Dose-response effects of 32P radioactive stents in an atherosclerotic porcine coronary model

Background-Experimental studies have demonstrated that P-32 radioactive tents reduce neointimal formation at 28 days in porcine iliac and coronary arteries. Our objective was to determine the long-term dose-response effects of 1.0- to 12.0-mu Ci P-32 radioactive stents in a porcine atherosclerotic coronary model. Methods ana Results-Control (n=19) and 1.0- to 12.0-mu Ci P-32 radioactive (n=43) stents (total, n=62) were implanted in the coronary arteries of 31 miniature swine at 28 days after creation of a fibrocellular plaque by overstretch balloon injury and cholesterol feeding.

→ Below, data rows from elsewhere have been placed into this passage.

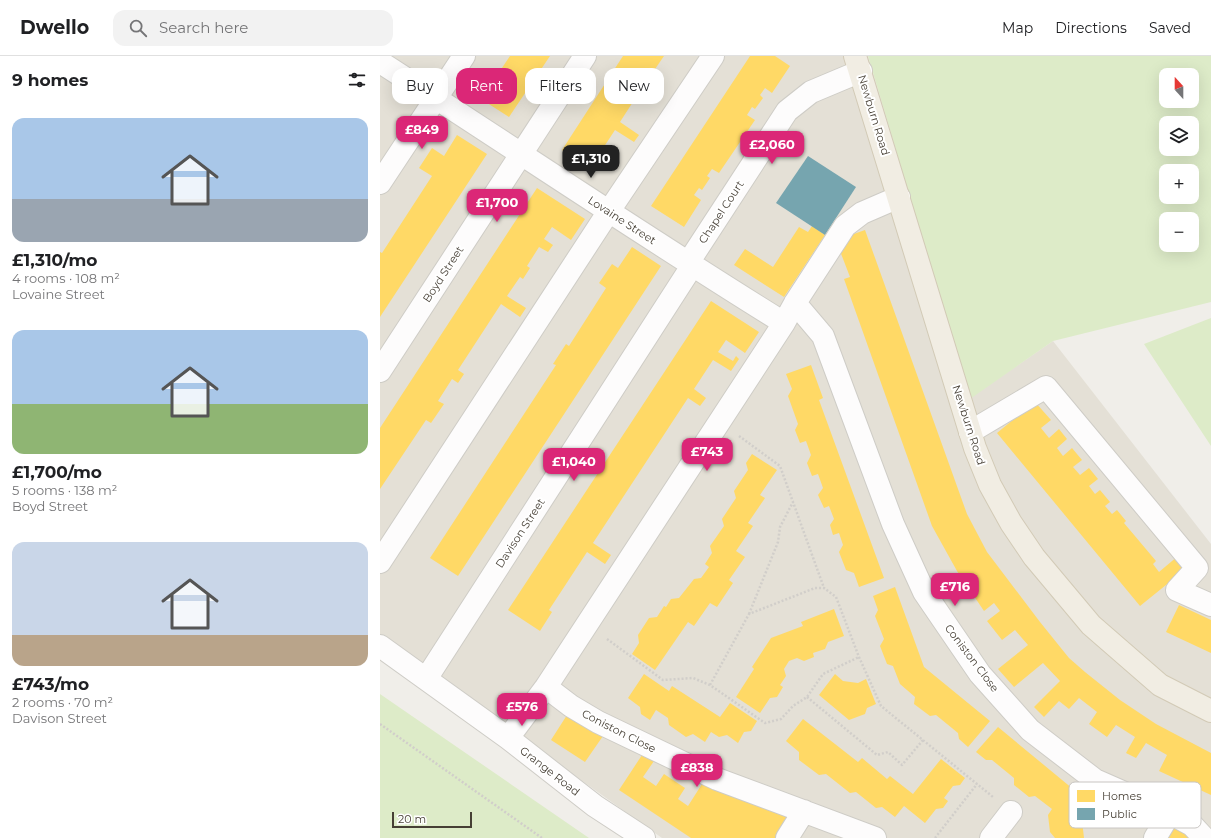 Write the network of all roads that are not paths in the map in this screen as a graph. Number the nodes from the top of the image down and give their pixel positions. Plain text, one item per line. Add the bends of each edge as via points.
1 (464, 56) edge
2 (585, 56) edge
3 (713, 56) edge
4 (380, 62) edge
5 (858, 64) edge
6 (392, 70) edge
7 (448, 80) edge
8 (432, 104) edge
9 (445, 104) edge
10 (522, 154) junction
11 (383, 173) edge
12 (898, 197) junction
13 (609, 211) junction
14 (690, 265) junction
15 (795, 303) junction
16 (784, 323) junction
17 (380, 371) edge
18 (970, 432) junction
19 (380, 562) edge
20 (1211, 605) edge
21 (380, 646) edge
22 (426, 679) junction
23 (546, 687) junction
24 (1211, 711) edge
25 (508, 738) junction
26 (1100, 782) edge
27 (804, 811) junction
28 (1011, 812) road end
29 (1161, 828) edge
30 (1195, 828) edge
31 (644, 838) edge
32 (788, 838) edge
33 (875, 838) edge
34 (990, 838) edge
35 (1155, 838) edge
36 (1204, 838) edge

1 - 7 street
2 - 10 street, Boyd Street
3 - 13 street
4 - 6 street, Lovaine Street
5 - 12 main road, Newburn Road
5 - 14 street, Chapel Court via 811,92 787,111
8 - 11 street
9 - 10 street, Lovaine Street
10 - 13 street, Lovaine Street
10 - 17 street, Boyd Street
12 - 15 street via 862,213 844,226
12 - 18 main road, Newburn Road
13 - 14 street, Lovaine Street
13 - 19 street
14 - 16 street, Lovaine Street
14 - 22 street, Davison Street
15 - 16 street
15 - 26 street, Coniston Close via 823,336 893,524 924,592 980,674 1030,730
16 - 23 street
18 - 20 street via 1046,387 1197,568 1177,590
18 - 24 main road, Newburn Road via 990,485 1011,523 1034,557 1081,614 1160,684
21 - 22 street, Grange Road
22 - 25 street, Grange Road
23 - 25 street
23 - 27 street, Coniston Close via 598,722 717,779
25 - 31 street, Grange Road via 595,806
27 - 32 street
27 - 33 street, Coniston Close
28 - 34 street
29 - 35 street
30 - 36 street, Coniston Close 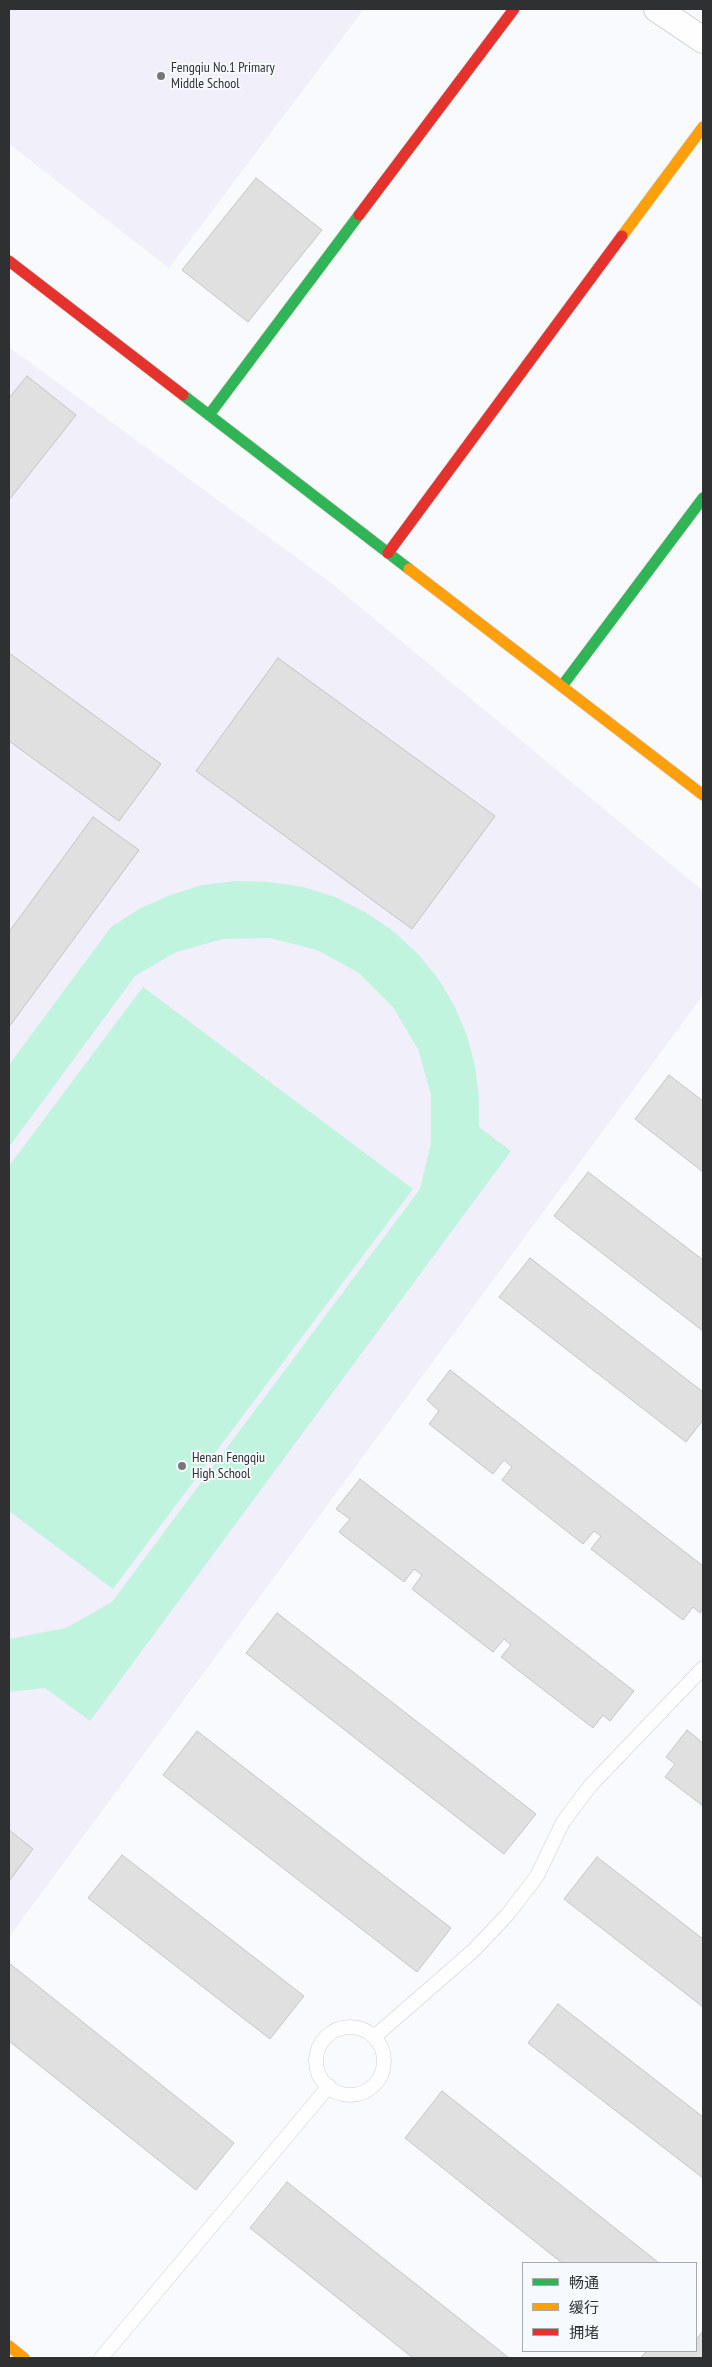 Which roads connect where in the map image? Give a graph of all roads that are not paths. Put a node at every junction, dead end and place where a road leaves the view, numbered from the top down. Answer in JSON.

Angiography and histomorphometry were performed at 6 months. Stent thrombosis occurred in 3 radioactive (7.7%) and no control stents (P=0.54). On histology, the mean neointimal area and the percent in-stent stenosis correlated positively with increasing stent activity (r= 0.64, P<0.001). The mean neointimal area (mm(2)) for the stents with greater than or equal to 3.0 mu Ci P-32 (3.57+/-1.21) was significantly greater than that for the nonradioactive stents (1.78 +/- 0.68, P<0.0001). The neointima of the stents with greater than or equal to 3.0 mu Ci P-32 was composed of smooth muscle cells, matrix proteoglycans, calcification, foam cells, and cholesterol clefts. Conclusions-Continuous low-dose-rate irradiation delivered by high-activity P-32 radioactive stents promotes the formation of an '"atheromatous" neointima after 6 months in this experimental model. These data may be useful for predicting late tissue responses to radioactive stents in human coronary arteries.